• [RECORDS]
<<<<

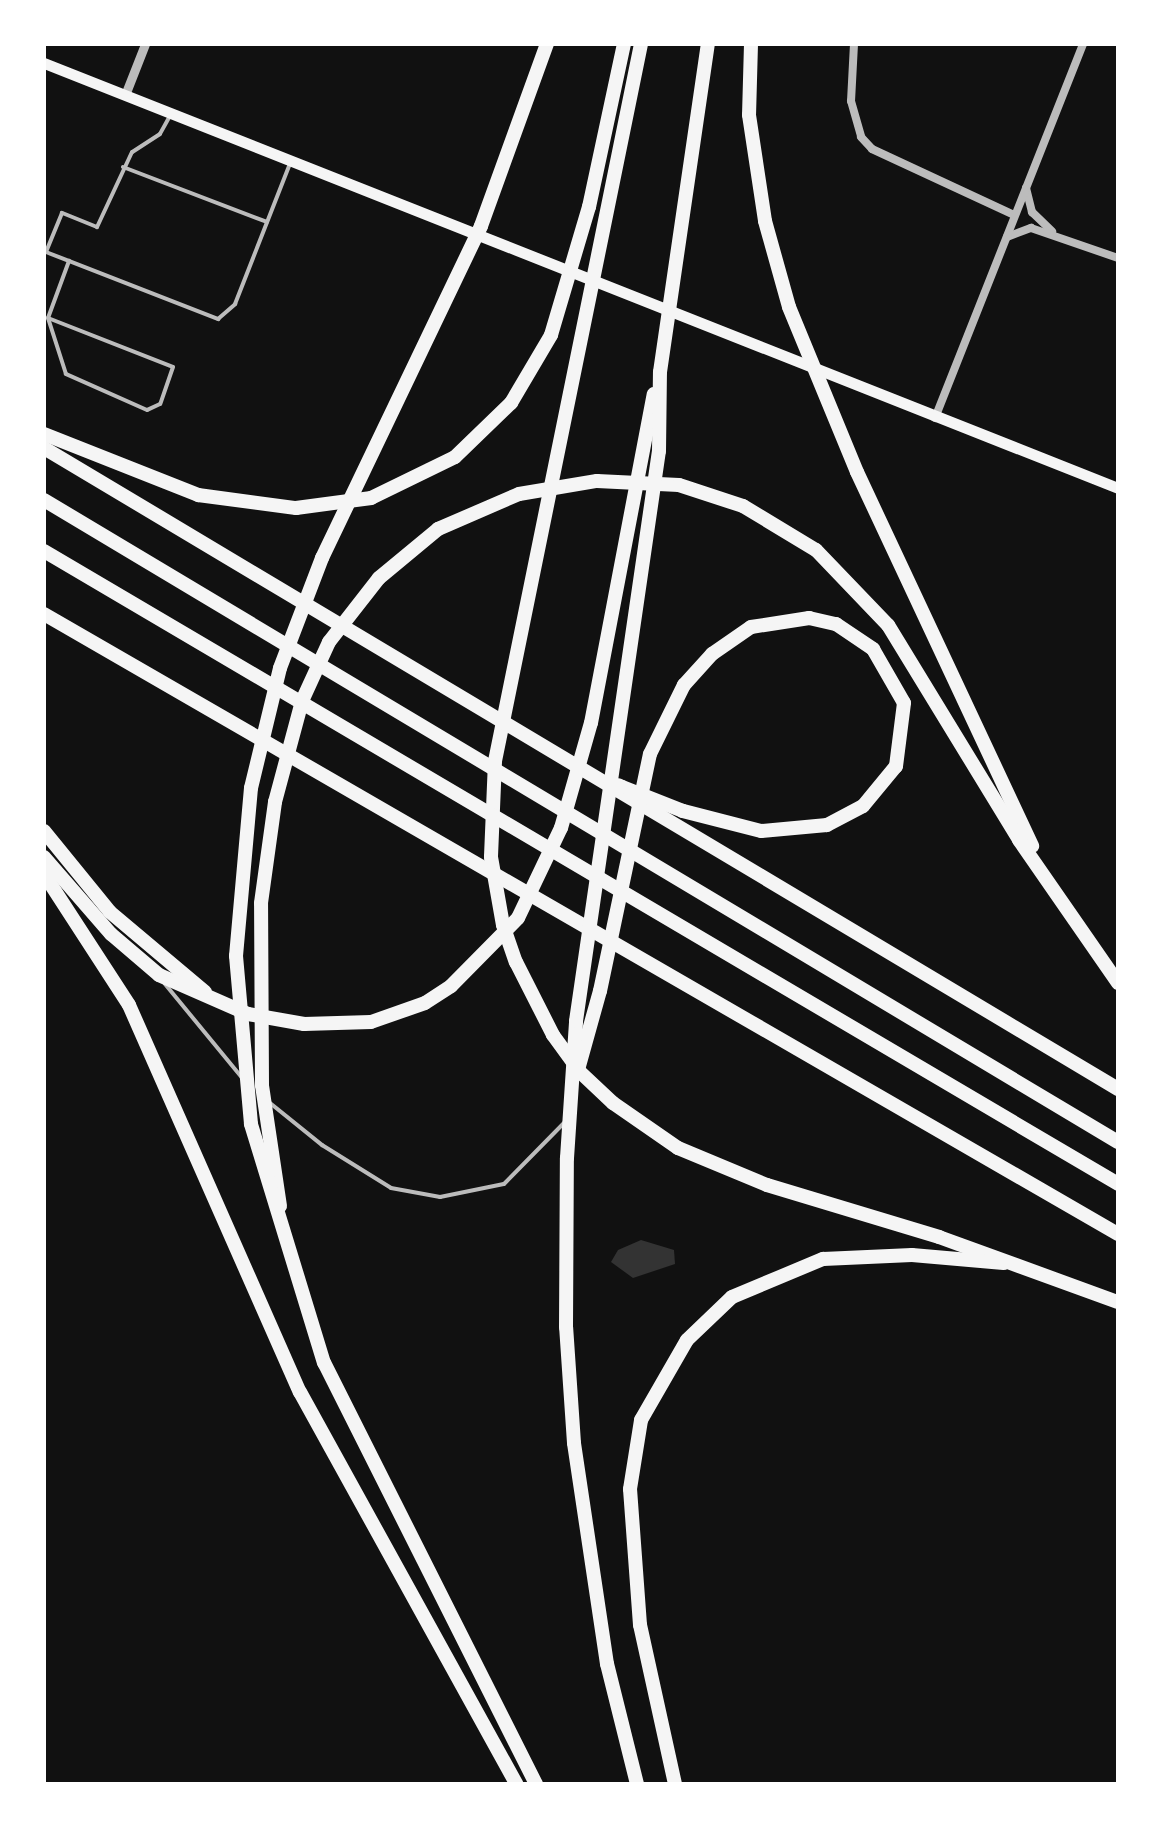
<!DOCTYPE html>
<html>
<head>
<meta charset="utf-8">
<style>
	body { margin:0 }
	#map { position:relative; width:1162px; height:1828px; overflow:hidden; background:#111; font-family:"Fira Sans Condensed",sans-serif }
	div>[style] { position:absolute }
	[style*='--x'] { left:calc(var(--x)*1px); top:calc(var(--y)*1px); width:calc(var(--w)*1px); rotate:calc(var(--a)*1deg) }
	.water>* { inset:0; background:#333 }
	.service>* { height:4px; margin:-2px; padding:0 2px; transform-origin:2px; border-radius:2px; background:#bcbcbc }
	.minor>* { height:8px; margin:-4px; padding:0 4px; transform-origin:4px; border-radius:4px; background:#bcbcbc }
	.tertiary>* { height:9px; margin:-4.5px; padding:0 4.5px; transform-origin:4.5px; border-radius:4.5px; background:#bcbcbc }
	.secondary>* { height:11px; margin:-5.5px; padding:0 5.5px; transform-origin:5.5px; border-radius:5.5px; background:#f5f5f5 }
	.motorway>* { height:14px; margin:-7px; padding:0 7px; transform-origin:7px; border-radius:7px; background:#f5f5f5 }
	span { translate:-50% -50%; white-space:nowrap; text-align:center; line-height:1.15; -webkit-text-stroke:6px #fff; paint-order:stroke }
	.frame { position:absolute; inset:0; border:46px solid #fff; pointer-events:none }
</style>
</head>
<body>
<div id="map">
	<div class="water">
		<i style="clip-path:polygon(641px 1240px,674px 1250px,675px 1264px,633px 1278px,611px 1262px,618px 1250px)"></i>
	</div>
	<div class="service">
		<i style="--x:171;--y:114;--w:23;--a:119"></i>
		<i style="--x:160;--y:134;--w:33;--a:147"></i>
		<i style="--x:132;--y:152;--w:83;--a:115"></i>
		<i style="--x:97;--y:227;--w:38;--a:-158"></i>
		<i style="--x:62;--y:213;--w:42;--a:112.3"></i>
		<i style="--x:46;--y:252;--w:185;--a:21.3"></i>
		<i style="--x:218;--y:319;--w:23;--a:-41"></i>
		<i style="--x:235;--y:304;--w:150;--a:-68.6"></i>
		<i style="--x:123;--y:167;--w:154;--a:20.9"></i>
		<i style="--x:48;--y:318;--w:134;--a:21.4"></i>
		<i style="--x:173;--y:367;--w:39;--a:109"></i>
		<i style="--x:160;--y:404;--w:14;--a:155"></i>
		<i style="--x:147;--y:410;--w:89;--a:-156"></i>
		<i style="--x:66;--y:374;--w:59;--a:-107.8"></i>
		<i style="--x:48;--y:318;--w:61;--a:-69.8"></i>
		<i style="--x:165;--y:984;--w:123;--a:50.6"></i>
		<i style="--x:270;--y:1103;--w:67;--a:38.9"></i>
		<i style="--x:322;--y:1145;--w:81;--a:31.9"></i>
		<i style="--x:391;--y:1188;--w:50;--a:10.4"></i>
		<i style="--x:440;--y:1197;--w:65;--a:-11.5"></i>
		<i style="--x:504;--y:1184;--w:88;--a:-45.5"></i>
	</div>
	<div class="minor">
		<i style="--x:854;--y:44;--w:57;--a:93"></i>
		<i style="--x:851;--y:101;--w:37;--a:74"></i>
		<i style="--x:861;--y:137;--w:16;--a:47"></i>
		<i style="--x:872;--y:149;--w:157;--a:24.9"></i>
		<i style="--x:1026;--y:188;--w:25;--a:76"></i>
		<i style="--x:1032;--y:212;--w:28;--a:44"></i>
		<i style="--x:1007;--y:237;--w:26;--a:-21"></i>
		<i style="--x:1031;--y:228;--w:92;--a:19"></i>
		<i style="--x:935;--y:418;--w:402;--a:-68.4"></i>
	</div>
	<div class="tertiary">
		<i style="--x:125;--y:95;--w:55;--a:-68.6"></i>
	</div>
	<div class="secondary">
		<i style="--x:44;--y:63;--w:1155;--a:21.59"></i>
	</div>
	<div class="motorway">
		<i style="--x:641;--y:44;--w:732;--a:101.51"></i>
		<i style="--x:495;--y:761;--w:96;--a:92.4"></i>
		<i style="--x:491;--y:857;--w:69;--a:80"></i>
		<i style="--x:503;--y:925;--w:39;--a:71"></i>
		<i style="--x:516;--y:962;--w:82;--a:63.1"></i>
		<i style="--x:553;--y:1035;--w:46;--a:53.9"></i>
		<i style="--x:580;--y:1072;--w:45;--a:43.2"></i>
		<i style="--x:613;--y:1103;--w:79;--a:34.7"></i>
		<i style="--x:678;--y:1148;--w:96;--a:22.6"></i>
		<i style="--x:767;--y:1185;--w:180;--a:16.8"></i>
		<i style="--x:939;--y:1237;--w:190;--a:20"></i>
		<i style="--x:751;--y:44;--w:71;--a:91.6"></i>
		<i style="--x:749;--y:115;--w:107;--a:81.4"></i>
		<i style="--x:765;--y:221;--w:89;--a:74.4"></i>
		<i style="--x:789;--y:307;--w:178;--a:67.6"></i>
		<i style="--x:857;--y:472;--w:413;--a:64.9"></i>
		<i style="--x:44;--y:434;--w:166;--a:21.6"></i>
		<i style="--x:198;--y:495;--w:99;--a:7.6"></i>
		<i style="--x:296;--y:508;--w:76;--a:-7.6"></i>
		<i style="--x:371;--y:498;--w:93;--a:-26"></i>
		<i style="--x:455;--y:457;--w:78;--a:-44"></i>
		<i style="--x:511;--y:403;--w:79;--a:-59.5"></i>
		<i style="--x:551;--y:335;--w:134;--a:-73.5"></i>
		<i style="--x:589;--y:207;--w:167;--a:-77.9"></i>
		<i style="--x:44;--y:448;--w:1251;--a:30.83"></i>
		<i style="--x:44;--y:500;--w:1251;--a:30.87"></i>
		<i style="--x:44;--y:551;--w:1247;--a:30.51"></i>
		<i style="--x:44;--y:614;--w:1240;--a:30"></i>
		<i style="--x:44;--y:831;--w:104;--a:50.8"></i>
		<i style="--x:110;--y:912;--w:124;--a:40.1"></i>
		<i style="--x:44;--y:857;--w:102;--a:49"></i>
		<i style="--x:111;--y:934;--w:63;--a:40.5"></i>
		<i style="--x:159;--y:975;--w:97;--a:23.7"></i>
		<i style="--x:248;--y:1014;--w:57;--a:10.1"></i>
		<i style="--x:304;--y:1024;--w:67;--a:-1.7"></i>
		<i style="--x:371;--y:1022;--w:57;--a:-19.4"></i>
		<i style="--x:425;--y:1003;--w:31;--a:-33"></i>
		<i style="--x:451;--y:986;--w:95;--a:-45.4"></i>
		<i style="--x:518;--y:918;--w:100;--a:-64.5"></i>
		<i style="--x:561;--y:828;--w:109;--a:-74.1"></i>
		<i style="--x:591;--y:723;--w:335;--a:-79.2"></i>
		<i style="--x:44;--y:874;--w:156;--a:57"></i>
		<i style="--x:129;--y:1005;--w:423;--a:66.2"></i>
		<i style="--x:300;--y:1392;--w:448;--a:61.1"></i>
		<i style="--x:579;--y:1066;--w:78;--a:-74.4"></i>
		<i style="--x:600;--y:991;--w:242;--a:-78.1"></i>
		<i style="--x:650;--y:754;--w:77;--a:-63.8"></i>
		<i style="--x:684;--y:685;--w:42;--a:-47.9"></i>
		<i style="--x:712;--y:654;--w:47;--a:-34.7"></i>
		<i style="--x:751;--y:627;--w:59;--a:-8.8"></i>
		<i style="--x:809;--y:618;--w:28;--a:13"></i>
		<i style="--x:836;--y:624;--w:45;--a:34"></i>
		<i style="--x:873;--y:649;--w:62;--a:60.1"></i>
		<i style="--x:904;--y:703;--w:64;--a:97.2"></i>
		<i style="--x:896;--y:766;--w:52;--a:129.5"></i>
		<i style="--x:863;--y:806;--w:41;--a:152.2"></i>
		<i style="--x:827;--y:825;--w:66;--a:174.8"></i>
		<i style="--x:761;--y:831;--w:81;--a:-165.6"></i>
		<i style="--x:683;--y:811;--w:66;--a:-158.5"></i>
		<i style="--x:622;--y:787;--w:4;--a:-153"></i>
		<i style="--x:280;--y:1206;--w:122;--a:-98.5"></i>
		<i style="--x:262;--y:1085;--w:182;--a:-90.3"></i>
		<i style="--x:261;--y:903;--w:102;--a:-82.1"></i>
		<i style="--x:275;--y:802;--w:105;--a:-75"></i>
		<i style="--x:302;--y:701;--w:65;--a:-65.4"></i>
		<i style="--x:329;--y:642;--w:81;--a:-52"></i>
		<i style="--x:379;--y:578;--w:77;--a:-39.7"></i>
		<i style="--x:438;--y:529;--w:88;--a:-23.4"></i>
		<i style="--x:519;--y:494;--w:79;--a:-9.5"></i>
		<i style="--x:597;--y:481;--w:82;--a:2.8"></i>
		<i style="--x:679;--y:485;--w:67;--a:18.2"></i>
		<i style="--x:743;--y:506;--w:85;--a:31.1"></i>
		<i style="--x:816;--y:550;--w:104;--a:46.2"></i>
		<i style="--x:888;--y:625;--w:252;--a:58.6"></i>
		<i style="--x:1019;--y:840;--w:174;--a:55.3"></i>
		<i style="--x:536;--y:1784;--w:471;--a:-116.7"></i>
		<i style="--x:324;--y:1363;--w:250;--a:-107"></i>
		<i style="--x:251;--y:1124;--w:169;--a:-95.1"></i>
		<i style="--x:236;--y:956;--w:169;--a:-84.9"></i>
		<i style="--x:251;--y:788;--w:123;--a:-76.4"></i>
		<i style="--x:280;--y:668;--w:118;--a:-69.1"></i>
		<i style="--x:322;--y:558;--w:368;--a:-64.4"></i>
		<i style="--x:481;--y:226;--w:194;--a:-70.1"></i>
		<i style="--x:637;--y:1784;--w:124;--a:-104"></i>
		<i style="--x:607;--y:1664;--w:223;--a:-98.5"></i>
		<i style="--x:574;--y:1443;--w:116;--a:-93.9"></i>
		<i style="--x:566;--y:1327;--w:169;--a:-89.7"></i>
		<i style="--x:567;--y:1158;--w:137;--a:-86.2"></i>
		<i style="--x:576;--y:1021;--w:576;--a:-81.72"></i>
		<i style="--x:659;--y:451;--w:79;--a:-89.3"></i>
		<i style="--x:660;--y:372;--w:331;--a:-81.7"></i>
		<i style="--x:675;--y:1784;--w:163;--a:-102.4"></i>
		<i style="--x:640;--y:1625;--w:136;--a:-94.2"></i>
		<i style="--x:630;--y:1489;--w:70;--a:-80.9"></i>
		<i style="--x:641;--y:1420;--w:92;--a:-60.1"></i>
		<i style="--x:687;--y:1340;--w:62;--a:-43.7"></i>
		<i style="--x:732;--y:1297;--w:99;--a:-22.7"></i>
		<i style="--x:823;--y:1259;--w:89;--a:-2.6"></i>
		<i style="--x:912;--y:1255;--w:92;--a:5"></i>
	</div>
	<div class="frame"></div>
</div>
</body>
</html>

>>>>

The lines above that hold the word "width" need counting; write the count and nothing more.

2